**WHAT TO DO**
A single number is required: how many lines in the entries hold the word "ПЛЕТЕНИЧКА".

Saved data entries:
:::::

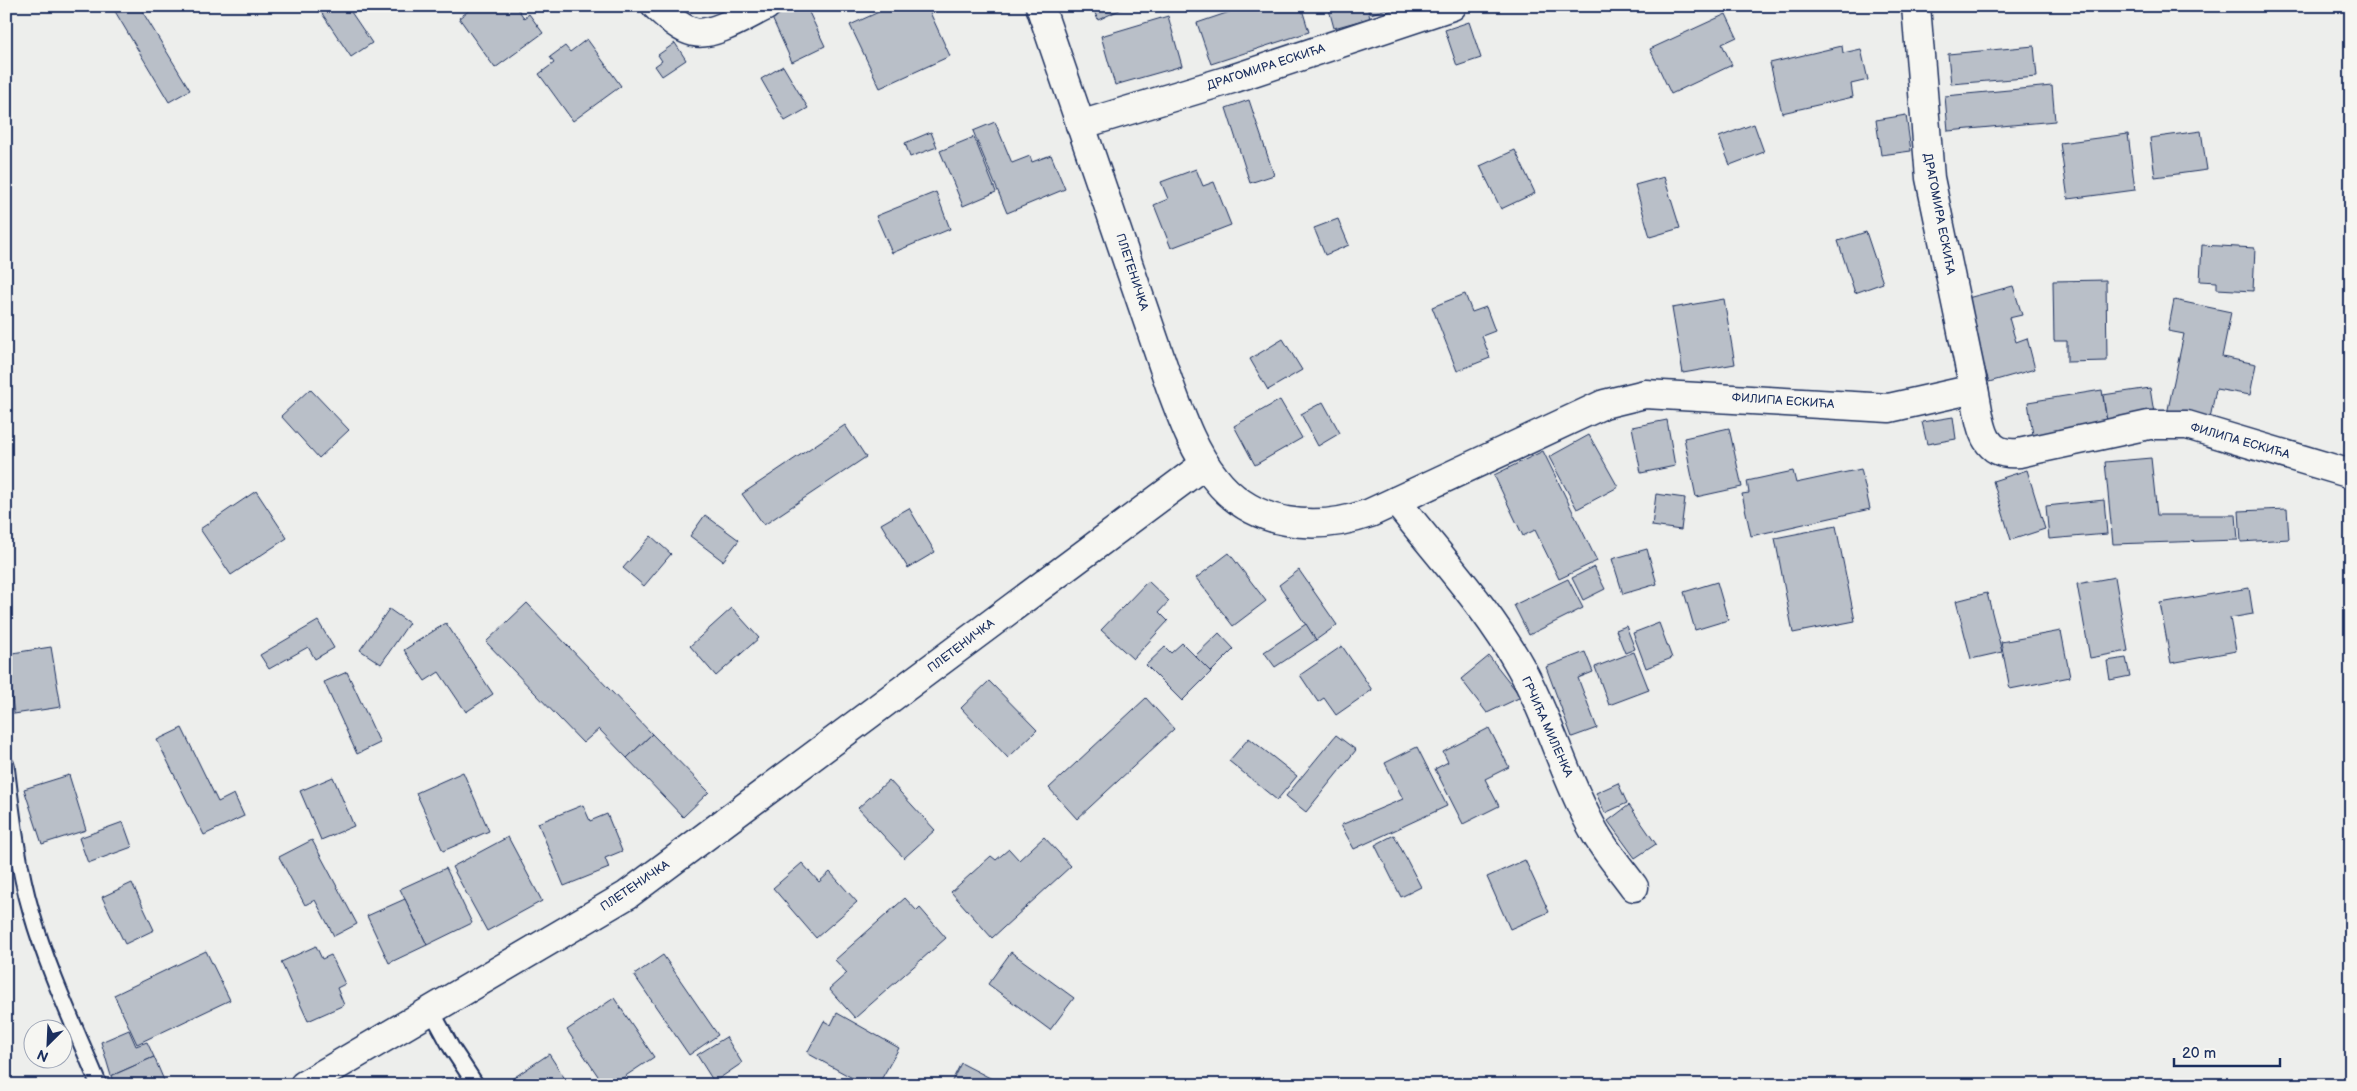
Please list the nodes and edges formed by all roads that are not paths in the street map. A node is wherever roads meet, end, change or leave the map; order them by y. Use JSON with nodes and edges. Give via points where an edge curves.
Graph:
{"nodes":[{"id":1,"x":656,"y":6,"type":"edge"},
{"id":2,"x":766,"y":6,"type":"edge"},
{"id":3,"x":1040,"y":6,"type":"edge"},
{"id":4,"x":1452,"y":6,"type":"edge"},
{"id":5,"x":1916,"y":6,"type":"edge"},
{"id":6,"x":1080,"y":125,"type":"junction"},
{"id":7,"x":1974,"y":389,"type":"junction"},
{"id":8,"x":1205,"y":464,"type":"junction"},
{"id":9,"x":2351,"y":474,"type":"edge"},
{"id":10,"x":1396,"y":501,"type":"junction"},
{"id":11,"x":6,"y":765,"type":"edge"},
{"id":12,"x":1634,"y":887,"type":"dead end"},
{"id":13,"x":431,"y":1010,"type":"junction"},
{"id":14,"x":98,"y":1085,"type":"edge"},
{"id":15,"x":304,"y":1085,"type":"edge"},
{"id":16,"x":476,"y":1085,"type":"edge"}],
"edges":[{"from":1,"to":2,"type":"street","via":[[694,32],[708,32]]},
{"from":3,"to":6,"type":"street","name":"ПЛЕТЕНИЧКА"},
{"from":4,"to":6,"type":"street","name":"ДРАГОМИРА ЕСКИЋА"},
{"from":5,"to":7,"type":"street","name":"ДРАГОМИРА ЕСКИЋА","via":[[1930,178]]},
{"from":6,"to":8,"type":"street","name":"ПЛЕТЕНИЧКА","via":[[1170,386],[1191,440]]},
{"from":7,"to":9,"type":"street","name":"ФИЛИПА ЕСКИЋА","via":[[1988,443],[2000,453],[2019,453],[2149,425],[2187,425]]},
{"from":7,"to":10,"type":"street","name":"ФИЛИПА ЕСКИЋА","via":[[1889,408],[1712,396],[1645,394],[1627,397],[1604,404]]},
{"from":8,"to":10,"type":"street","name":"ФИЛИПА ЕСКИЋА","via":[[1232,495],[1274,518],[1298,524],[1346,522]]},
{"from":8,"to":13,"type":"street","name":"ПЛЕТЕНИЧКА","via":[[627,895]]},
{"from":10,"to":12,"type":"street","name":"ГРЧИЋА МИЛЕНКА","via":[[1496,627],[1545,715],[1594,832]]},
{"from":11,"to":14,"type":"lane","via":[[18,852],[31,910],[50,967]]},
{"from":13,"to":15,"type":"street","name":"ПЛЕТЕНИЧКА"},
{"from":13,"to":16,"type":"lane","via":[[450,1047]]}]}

:::::

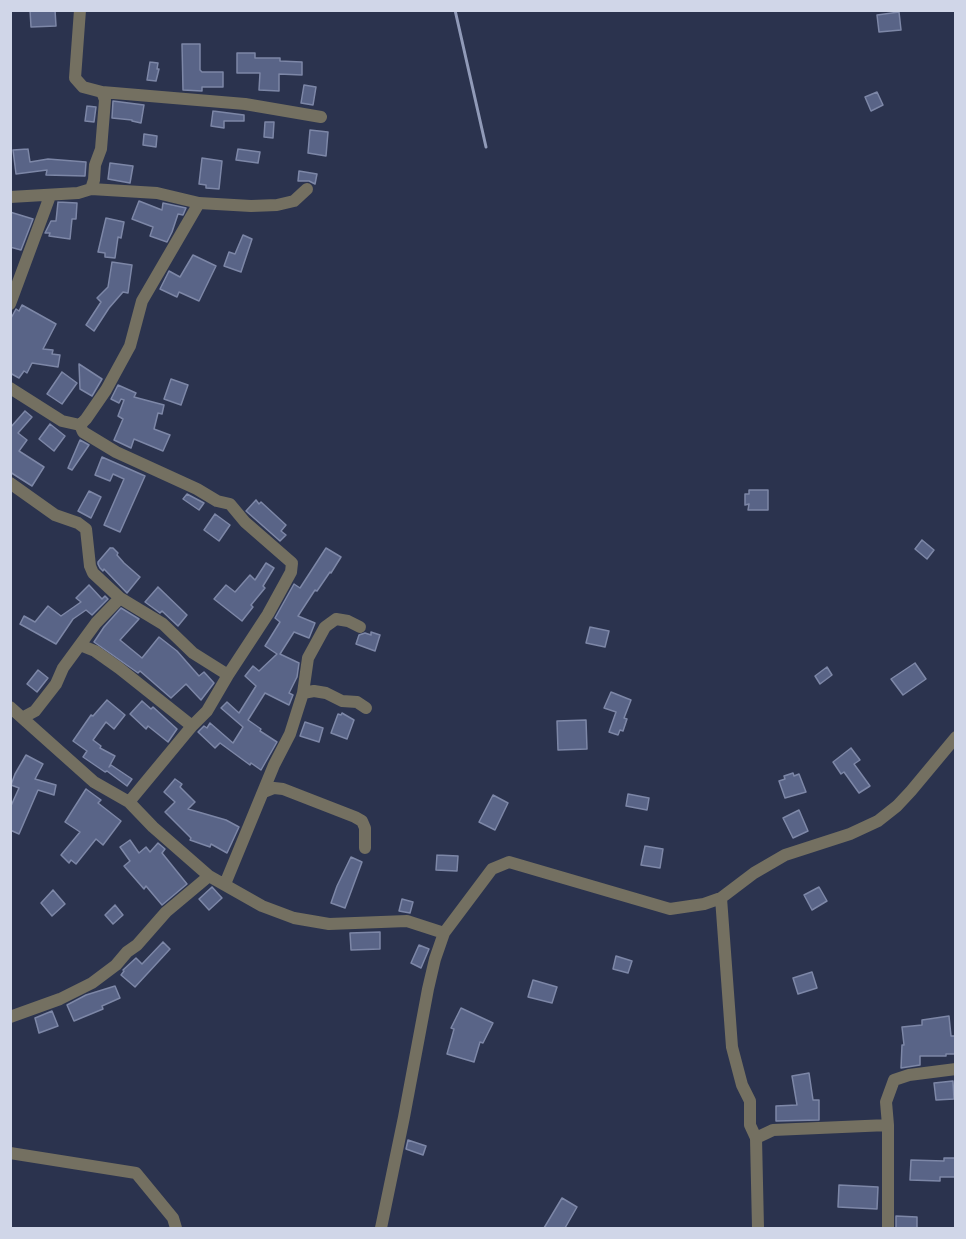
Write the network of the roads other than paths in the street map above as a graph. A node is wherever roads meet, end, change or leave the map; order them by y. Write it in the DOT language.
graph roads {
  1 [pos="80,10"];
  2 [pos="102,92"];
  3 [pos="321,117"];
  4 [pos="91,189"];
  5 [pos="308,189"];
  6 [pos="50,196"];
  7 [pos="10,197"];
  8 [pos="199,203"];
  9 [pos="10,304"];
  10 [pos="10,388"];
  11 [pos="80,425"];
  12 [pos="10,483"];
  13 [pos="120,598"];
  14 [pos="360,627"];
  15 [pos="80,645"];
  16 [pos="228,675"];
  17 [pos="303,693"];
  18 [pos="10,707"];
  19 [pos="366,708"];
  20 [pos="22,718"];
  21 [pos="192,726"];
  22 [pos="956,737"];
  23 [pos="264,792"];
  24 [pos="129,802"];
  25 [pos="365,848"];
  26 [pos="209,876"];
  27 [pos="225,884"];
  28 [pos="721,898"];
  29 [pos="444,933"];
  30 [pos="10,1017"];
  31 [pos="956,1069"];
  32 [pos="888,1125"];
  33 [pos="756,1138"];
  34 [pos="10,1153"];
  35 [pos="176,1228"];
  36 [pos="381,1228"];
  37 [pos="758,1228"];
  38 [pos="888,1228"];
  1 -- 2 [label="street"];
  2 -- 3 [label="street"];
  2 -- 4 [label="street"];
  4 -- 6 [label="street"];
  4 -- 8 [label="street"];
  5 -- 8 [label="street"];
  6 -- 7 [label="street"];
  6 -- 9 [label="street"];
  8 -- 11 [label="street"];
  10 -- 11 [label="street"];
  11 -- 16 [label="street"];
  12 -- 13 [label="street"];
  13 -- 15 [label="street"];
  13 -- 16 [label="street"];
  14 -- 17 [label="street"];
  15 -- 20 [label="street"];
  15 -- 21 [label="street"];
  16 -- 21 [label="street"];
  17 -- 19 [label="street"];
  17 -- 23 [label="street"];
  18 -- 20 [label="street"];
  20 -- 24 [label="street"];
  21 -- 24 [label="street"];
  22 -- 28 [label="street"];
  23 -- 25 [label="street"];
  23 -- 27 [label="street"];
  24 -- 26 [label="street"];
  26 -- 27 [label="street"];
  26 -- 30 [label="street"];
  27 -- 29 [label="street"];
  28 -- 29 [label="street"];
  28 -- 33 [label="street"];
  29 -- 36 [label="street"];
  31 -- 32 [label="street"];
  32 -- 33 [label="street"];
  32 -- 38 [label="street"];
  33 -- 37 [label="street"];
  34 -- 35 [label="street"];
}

:::::

**WRITTEN ANSWER**
4